Directions for this task: The response should consist of the data reproduced word for word.

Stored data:
____________
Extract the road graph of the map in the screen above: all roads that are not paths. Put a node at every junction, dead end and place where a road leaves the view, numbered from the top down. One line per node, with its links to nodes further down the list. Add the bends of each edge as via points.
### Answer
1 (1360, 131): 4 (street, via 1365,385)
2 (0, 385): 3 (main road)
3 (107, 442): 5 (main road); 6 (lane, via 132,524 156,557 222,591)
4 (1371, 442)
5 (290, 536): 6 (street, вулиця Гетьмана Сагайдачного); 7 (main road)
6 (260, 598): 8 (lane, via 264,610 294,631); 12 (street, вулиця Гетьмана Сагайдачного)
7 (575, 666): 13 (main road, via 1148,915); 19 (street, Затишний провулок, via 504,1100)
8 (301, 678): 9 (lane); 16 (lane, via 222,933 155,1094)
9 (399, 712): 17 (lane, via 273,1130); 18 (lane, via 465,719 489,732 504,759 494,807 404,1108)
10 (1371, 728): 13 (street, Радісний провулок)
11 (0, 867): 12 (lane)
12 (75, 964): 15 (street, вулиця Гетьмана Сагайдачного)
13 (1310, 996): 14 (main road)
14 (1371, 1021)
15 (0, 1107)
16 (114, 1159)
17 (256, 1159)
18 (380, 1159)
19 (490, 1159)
____________
Task result:
Extract the road graph of the map in the screen above: all roads that are not paths. Put a node at every junction, dead end and place where a road leaves the view, numbered from the top down. One line per node, with its links to nodes further down the list. Add the bends of each edge as via points.
### Answer
1 (1360, 131): 4 (street, via 1365,385)
2 (0, 385): 3 (main road)
3 (107, 442): 5 (main road); 6 (lane, via 132,524 156,557 222,591)
4 (1371, 442)
5 (290, 536): 6 (street, вулиця Гетьмана Сагайдачного); 7 (main road)
6 (260, 598): 8 (lane, via 264,610 294,631); 12 (street, вулиця Гетьмана Сагайдачного)
7 (575, 666): 13 (main road, via 1148,915); 19 (street, Затишний провулок, via 504,1100)
8 (301, 678): 9 (lane); 16 (lane, via 222,933 155,1094)
9 (399, 712): 17 (lane, via 273,1130); 18 (lane, via 465,719 489,732 504,759 494,807 404,1108)
10 (1371, 728): 13 (street, Радісний провулок)
11 (0, 867): 12 (lane)
12 (75, 964): 15 (street, вулиця Гетьмана Сагайдачного)
13 (1310, 996): 14 (main road)
14 (1371, 1021)
15 (0, 1107)
16 (114, 1159)
17 (256, 1159)
18 (380, 1159)
19 (490, 1159)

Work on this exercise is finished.